● **WHAT YOU NEED TO DO**
Where a line in the listing below contains the word "limit", copy that line.

——

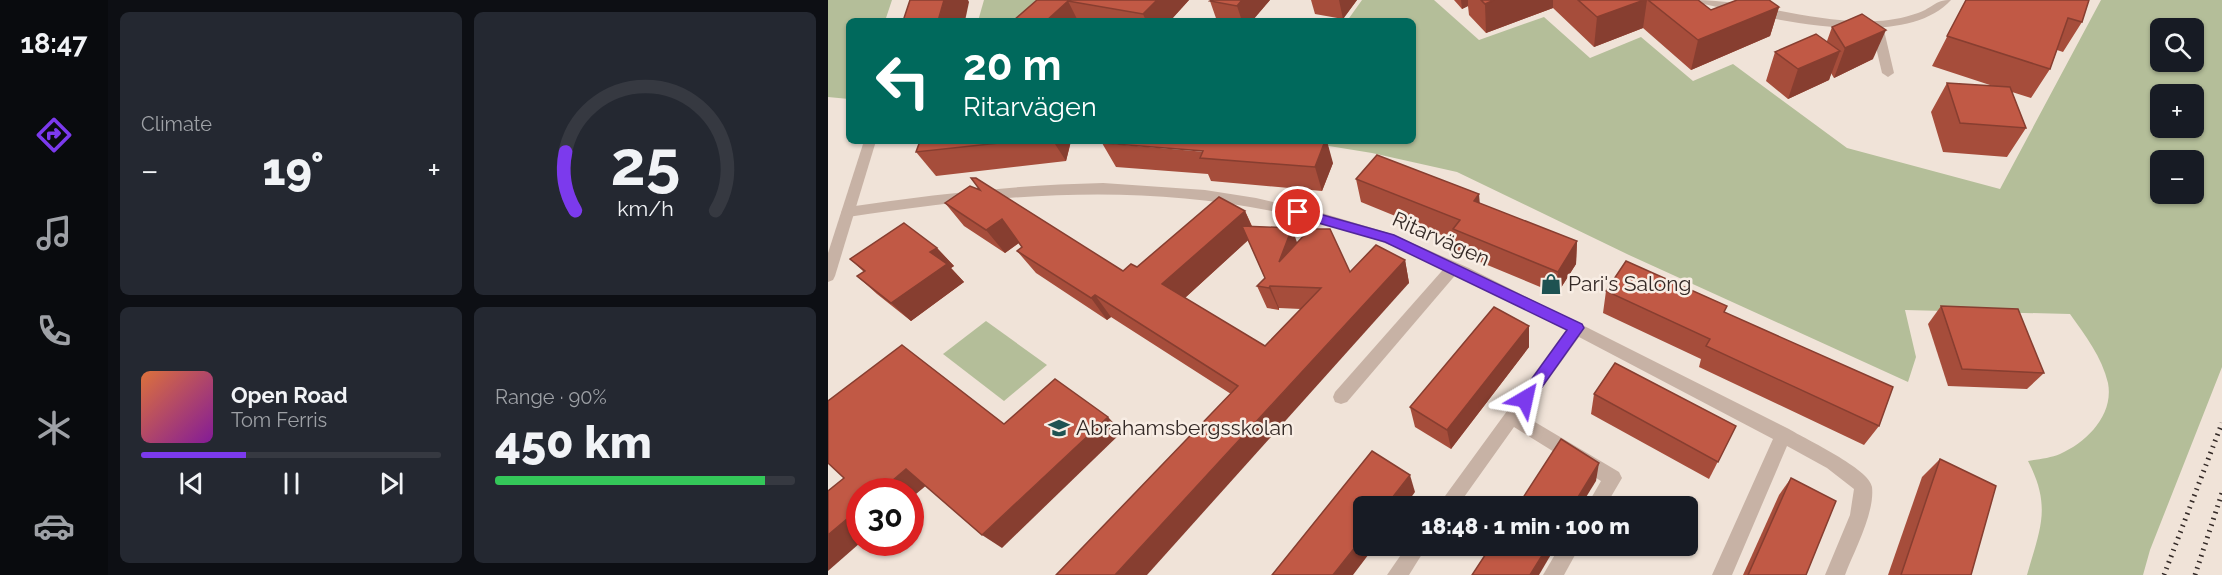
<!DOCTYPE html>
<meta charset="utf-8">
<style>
:root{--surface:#171b24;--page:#242831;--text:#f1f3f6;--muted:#9ea1a6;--line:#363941;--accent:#7c3aed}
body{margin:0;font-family:Raleway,sans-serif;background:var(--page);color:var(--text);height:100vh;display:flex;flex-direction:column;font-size:22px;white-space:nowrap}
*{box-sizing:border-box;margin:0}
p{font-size:20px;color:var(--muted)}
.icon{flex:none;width:33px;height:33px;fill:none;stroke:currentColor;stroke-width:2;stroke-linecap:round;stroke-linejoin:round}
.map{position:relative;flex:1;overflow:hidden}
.panel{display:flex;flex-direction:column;gap:12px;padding:12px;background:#0d0f14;width:720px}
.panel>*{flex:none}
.guide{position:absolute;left:18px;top:18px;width:570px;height:126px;border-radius:9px;box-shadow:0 2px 4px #0004;background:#00695c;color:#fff;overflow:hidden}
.buttons{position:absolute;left:1322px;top:18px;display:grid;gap:12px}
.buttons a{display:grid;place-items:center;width:54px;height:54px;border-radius:9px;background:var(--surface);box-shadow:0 2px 4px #0004;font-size:30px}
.speed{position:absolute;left:18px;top:478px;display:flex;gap:12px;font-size:30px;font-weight:700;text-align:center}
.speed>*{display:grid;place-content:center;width:78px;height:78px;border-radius:50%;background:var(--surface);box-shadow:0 2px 4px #0004;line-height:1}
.speed .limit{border:9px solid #d22;background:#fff;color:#111}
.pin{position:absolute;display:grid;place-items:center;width:51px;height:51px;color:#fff;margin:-26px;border:3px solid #fff;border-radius:50%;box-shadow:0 2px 6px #0007}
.me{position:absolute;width:66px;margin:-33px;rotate:36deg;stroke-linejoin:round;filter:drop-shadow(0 0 4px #0008)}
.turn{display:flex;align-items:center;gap:21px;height:126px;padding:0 18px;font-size:27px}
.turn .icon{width:78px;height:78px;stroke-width:2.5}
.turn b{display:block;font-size:42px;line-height:51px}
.big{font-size:45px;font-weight:800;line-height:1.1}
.panel .widget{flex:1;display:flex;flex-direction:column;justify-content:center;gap:9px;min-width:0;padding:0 21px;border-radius:9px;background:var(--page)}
.panel .dial{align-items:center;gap:0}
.dial svg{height:156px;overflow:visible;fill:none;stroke:var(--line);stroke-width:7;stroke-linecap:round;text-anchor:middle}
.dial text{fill:var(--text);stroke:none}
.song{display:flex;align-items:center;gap:18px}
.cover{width:72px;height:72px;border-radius:9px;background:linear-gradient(135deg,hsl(20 70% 55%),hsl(290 70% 35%))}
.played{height:6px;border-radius:3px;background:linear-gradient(90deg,var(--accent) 35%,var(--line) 35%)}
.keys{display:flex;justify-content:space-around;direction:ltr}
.heat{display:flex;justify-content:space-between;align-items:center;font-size:33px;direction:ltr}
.charge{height:9px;border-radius:4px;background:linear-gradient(90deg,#34c759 90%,var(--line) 0)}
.panel .tiles{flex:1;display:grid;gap:12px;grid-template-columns:repeat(2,1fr)}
.trip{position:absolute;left:525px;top:496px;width:345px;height:60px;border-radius:9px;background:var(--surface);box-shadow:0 2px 4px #0004;font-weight:800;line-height:60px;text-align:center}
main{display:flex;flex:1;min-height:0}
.menu{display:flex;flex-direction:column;width:108px;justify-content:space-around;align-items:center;background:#090b0e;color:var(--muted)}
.menu .icon{width:42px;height:42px}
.menu .on{color:var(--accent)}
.menu b{font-size:27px;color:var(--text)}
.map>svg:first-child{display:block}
</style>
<main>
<nav class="menu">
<b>18:47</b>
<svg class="icon on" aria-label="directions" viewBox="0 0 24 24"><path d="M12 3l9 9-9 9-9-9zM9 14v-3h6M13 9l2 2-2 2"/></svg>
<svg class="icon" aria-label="music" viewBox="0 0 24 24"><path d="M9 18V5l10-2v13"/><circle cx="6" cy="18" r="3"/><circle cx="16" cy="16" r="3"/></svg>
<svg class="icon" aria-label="phone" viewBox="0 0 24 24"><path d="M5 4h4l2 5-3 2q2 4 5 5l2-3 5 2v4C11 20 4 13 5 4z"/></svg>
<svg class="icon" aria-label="climate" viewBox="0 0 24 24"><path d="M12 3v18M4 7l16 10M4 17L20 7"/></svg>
<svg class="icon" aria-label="car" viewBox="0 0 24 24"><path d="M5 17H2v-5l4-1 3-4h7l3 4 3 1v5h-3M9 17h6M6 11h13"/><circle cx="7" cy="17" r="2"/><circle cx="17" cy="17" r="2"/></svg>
</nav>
<section class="panel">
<div class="tiles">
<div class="widget"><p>Climate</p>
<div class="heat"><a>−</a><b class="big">19°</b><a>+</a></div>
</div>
<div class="widget dial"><svg viewBox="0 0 100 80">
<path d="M14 69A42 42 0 1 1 86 69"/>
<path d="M14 69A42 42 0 0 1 9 39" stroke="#7c3aed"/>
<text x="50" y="56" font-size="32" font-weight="700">25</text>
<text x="50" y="72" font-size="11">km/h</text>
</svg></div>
<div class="widget">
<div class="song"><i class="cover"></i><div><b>Open Road</b><p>Tom Ferris</p></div></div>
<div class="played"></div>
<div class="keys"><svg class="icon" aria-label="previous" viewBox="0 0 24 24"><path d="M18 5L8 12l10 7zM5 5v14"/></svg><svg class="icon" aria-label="pause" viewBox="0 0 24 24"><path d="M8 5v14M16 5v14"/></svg><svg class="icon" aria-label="next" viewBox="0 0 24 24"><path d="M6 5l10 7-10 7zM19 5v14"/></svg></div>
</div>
<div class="widget"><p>Range · 90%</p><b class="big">450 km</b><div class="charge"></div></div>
</div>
</section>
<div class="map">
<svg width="1394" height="575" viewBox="0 0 1394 575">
<rect width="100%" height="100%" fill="#f0e3d8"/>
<!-- green -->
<g fill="#b4be99" fill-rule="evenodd">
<polygon points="0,0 64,0 57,21 21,21 21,99 0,97"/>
<polygon points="156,0 242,0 219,21 150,21"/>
<path d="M 534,0 L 606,0 L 651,40 L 716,17 L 762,58 L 813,37 L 865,81 L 905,64 L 1019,148 L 1172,189 L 1273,0 L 1394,0 L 1394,367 L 1322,550 L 1315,575 L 1199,575 C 1212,529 1224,507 1200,461 C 1211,459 1223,458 1232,454 C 1259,442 1286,415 1280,383 C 1274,357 1257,335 1242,314 L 1077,310 L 1088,357 L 1080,382 L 801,255 L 629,172 L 544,153 L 470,141 L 585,141 L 585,21 L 519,21 ZM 1332,28 L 1365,28 L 1365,62 L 1332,62 ZM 1332,94 L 1365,94 L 1365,128 L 1332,128 ZM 1332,160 L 1365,160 L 1365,194 L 1332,194 Z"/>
<polygon points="158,321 219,365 176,401 115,354"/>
</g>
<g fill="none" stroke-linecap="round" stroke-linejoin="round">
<!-- service -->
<g fill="#c7b2a5" fill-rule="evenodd">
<polygon points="1049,23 1055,26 1066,73 1060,77 1054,73 1043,26"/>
<polygon points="625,262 630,264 632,268 630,272 519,402 513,404 507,402 505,397 507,392 620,264"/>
</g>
<!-- minor -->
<g fill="#c7b2a5" fill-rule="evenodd">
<path d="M 866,0 C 923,0 978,21 1036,21 C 1054,22 1073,19 1090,13 C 1105,8 1106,0 1123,0 C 1074,54 934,16 871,3 Z"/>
<path d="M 275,183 L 377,190 L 428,198 L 494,213 L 564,234 L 641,268 L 961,429 C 977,439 1042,469 1044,487 C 1047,513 1026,551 1017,575 L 997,575 L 1022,515 L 1026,489 L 999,468 L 959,446 L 904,575 L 884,575 L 945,439 L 751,337 L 695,415 L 791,472 L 794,478 L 777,507 L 758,507 L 773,481 L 686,427 L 629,507 L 609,507 L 738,330 C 677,300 618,265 554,242 C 375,177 204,189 20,217 L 13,212 L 20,207 C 105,194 189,185 275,183 Z"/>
<polygon points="579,546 599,546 581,575 559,575"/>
<polygon points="732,546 752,546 736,575 715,575"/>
</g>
<!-- tertiary -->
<polygon fill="#c7b2a5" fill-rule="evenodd" points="36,141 48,141 7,276 5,280 0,282 0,253"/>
<!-- rail -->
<g stroke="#332926" stroke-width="5" stroke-dasharray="1.5 5" stroke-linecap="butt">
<polyline points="1336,575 1394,423"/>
<polyline points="1367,575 1394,493"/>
</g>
</g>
<!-- wall -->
<g fill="#a64d3b" fill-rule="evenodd">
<polygon points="209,0 361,0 342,21 187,21"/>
<polygon points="384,0 442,0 424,21 389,21 382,1"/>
<polygon points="483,0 529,0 515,19 487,14"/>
<polygon points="626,0 870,0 883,10 951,7 942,36 863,70 815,28 766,47 725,8 658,33 641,15 640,6 634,9"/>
<polygon points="1138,0 1261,0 1254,22 1235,52 1229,50 1222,69 1203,98 1184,92 1198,128 1179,157 1115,152 1103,112 1119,83 1165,86 1104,66"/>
<polygon points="1004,27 1045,59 1006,78 1003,73 1001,80 960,99 938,81 947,52 999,41"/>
<polygon points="92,141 243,141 238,161 108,176 88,152"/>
<polygon points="274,143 505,163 494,191 383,181 380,174 288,167"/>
<polygon points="528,179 749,241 748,264 729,294 628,252 626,240 533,202"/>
<path d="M 117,203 L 295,271 L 309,267 L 417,211 L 424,226 L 469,242 L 522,272 L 577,260 L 581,283 L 403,394 L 283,317 L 279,320 L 208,273 L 189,251 L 194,247 L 191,243 L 177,253 L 136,226 ZM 420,240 L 437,278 L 429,286 L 439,308 L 451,310 L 451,308 L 473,309 L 437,346 L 357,298 Z"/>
<polygon points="109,248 126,266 123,268 136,282 83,321 49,294 29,276 36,272 22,259"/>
<polygon points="778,291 897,312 1051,426 1036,445 871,367 873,359 775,313"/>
<polygon points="1113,306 1216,373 1199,389 1120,386 1100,324"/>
<polygon points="701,326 701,347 623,449 587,427 582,407"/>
<polygon points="766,394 908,426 881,479 763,414"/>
<polygon points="1112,459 1143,575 1060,575 1094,477"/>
<polygon points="963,478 978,575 915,575 951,495"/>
</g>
<!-- shaded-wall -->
<g fill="#873e30">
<polygon points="116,0 140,0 141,2 137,21 110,21"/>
<polygon points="329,0 361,0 342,21 318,21 315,14"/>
<polygon points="414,0 442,0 424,21 414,21 409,6"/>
<polygon points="511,0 529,0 515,19"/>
<polygon points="633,0 640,0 640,6 634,9"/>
<polygon points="666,0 725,0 725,8 658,33 657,4"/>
<polygon points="816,0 819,0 815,28 766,47 769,17"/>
<polygon points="240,1 250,21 218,21"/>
<polygon points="951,7 942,36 863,70 870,40"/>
<polygon points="1058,30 1045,59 1006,78 1017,48"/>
<polygon points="1012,51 1001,80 960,99 970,69"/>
<polygon points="225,141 243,141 238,161"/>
<polygon points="497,141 499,141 505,163 494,191 487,167"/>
<polygon points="651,194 653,218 646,201"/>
<polygon points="417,211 427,234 348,306 334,284"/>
<polygon points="174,219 192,242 177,253 158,230"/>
<polygon points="464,228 472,251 451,262"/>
<polygon points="749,241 748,264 729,294 730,272"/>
<polygon points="109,248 126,266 123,268 136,282 83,321 63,303 102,252"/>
<polygon points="577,260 581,283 319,575 287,575"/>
<polygon points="442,286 451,308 451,310 441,288"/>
<polygon points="267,295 283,317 279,320 263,298"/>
<polygon points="701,326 701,347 623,449 619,430"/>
<polygon points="280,417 294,432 174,548 154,535"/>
<polygon points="771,463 768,481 752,507 744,507"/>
<polygon points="78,469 100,484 82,499 82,492 51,492"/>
<polygon points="582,475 587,492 576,507 557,507"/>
<polygon points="32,508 32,543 0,571 0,535"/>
<polygon points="536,536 536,546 547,546 525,575 505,575"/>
<polygon points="720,546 728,546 711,575 702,575"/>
</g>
<!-- building -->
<g fill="#c15945" stroke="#873e30" stroke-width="1.5">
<polygon points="82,0 116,0 110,21 75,21"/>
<polygon points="209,0 329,0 315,14 240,1 218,21 186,20"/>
<polygon points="384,0 414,0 409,6 382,1"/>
<polygon points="653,0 666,0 657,4"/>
<polygon points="750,0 816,0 769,17"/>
<polygon points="820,0 870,0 883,10 909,0 941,0 951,7 870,40"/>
<polygon points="1138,0 1261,0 1254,22 1240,18 1222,69 1119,36"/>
<polygon points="1034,14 1058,30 1017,48 1004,27"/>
<polygon points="988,34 1012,51 970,69 947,52"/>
<polygon points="1119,83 1182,87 1198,128 1132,123"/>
<polygon points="92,141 190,141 88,152"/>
<polygon points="276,141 497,141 487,167 372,158 375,151 274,143"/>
<polygon points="549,155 651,194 646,201 749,241 730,272 625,229 632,220 528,179"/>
<polygon points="143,178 148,178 295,271 303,264 309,267 391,197 417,211 334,284 437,346 493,288 442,286 441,288 429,286 437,278 414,226 464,228 451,262 482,229 502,229 522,272 548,245 577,260 287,575 228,575 410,386 267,295 263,298 189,251 194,247 174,219 158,230 117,203 142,186 152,190"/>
<polygon points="76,223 109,248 102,252 119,264 63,303 29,276 37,271 22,259"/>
<polygon points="798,261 899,306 896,312 1065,387 1051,426 878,346 882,339 778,291"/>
<polygon points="1113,306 1190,309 1216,373 1134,369"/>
<polygon points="666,307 701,326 619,430 582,407"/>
<polygon points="74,345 176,424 227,379 280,417 154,535 78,469 51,492 32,492 32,508 0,535 0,491 16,478 0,463 0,401"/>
<polygon points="787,363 908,426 890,462 766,394"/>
<polygon points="733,439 771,463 744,507 689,507"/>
<polygon points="544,451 582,475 557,507 536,507 536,536 505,575 444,575"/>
<polygon points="1112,459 1168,486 1143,575 1073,575"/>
<polygon points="963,478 1008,501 978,575 920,575"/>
<polygon points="663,546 720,546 702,575 644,575"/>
</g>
<!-- route -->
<polygon fill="#7c3aed" stroke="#51269a" stroke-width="1.5" points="470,208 566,235 754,324 756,328 702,404 697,406 692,404 689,399 692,395 739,330 557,242 466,216 464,212 466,209"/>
<!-- icons -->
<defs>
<symbol id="shop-bare" viewBox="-9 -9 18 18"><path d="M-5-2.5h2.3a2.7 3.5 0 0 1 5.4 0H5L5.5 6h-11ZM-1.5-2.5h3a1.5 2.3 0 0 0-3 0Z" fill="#1e5252" stroke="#f8ede4" stroke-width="2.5" paint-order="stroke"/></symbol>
<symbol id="school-bare" viewBox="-9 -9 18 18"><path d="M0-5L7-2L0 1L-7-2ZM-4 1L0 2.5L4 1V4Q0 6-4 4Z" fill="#1e5252" stroke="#f8ede4" stroke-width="2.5" paint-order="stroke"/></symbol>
</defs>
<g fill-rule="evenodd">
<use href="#shop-bare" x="708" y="269" width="30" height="30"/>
<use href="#school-bare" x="216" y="413" width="30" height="30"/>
</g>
<g text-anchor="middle" stroke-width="5" stroke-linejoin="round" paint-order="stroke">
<!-- street labels -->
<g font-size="21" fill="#332926" stroke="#f8ede4">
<text transform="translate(613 239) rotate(24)" y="7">Ritarvägen</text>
</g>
<!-- poi labels -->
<g font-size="21" fill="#332926" stroke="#f8ede4" text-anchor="start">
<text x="740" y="291">Pari's Salong</text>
<text x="248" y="435">Abrahamsbergsskolan</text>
</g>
</g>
</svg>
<div class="buttons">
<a><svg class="icon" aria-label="search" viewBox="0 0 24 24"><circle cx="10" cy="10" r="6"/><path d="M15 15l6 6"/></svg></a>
<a>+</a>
<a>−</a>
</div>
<div class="speed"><div class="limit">30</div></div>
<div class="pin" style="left:470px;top:212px;background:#d93025"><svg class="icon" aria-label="arrive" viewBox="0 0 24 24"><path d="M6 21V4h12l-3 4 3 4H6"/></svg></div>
<svg class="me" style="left:697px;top:399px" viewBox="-20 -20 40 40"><path d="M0-17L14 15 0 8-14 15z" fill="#7c3aed" stroke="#fff" stroke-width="4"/></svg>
<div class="trip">18:48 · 1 min · 100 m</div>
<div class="guide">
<div class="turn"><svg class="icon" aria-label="left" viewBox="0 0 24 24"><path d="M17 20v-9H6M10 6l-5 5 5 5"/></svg><div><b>20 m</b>Ritarvägen</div></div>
</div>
</div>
</main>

——

● **RESPONSE TO THIS TASK**
.speed .limit{border:9px solid #d22;background:#fff;color:#111}
<div class="speed"><div class="limit">30</div></div>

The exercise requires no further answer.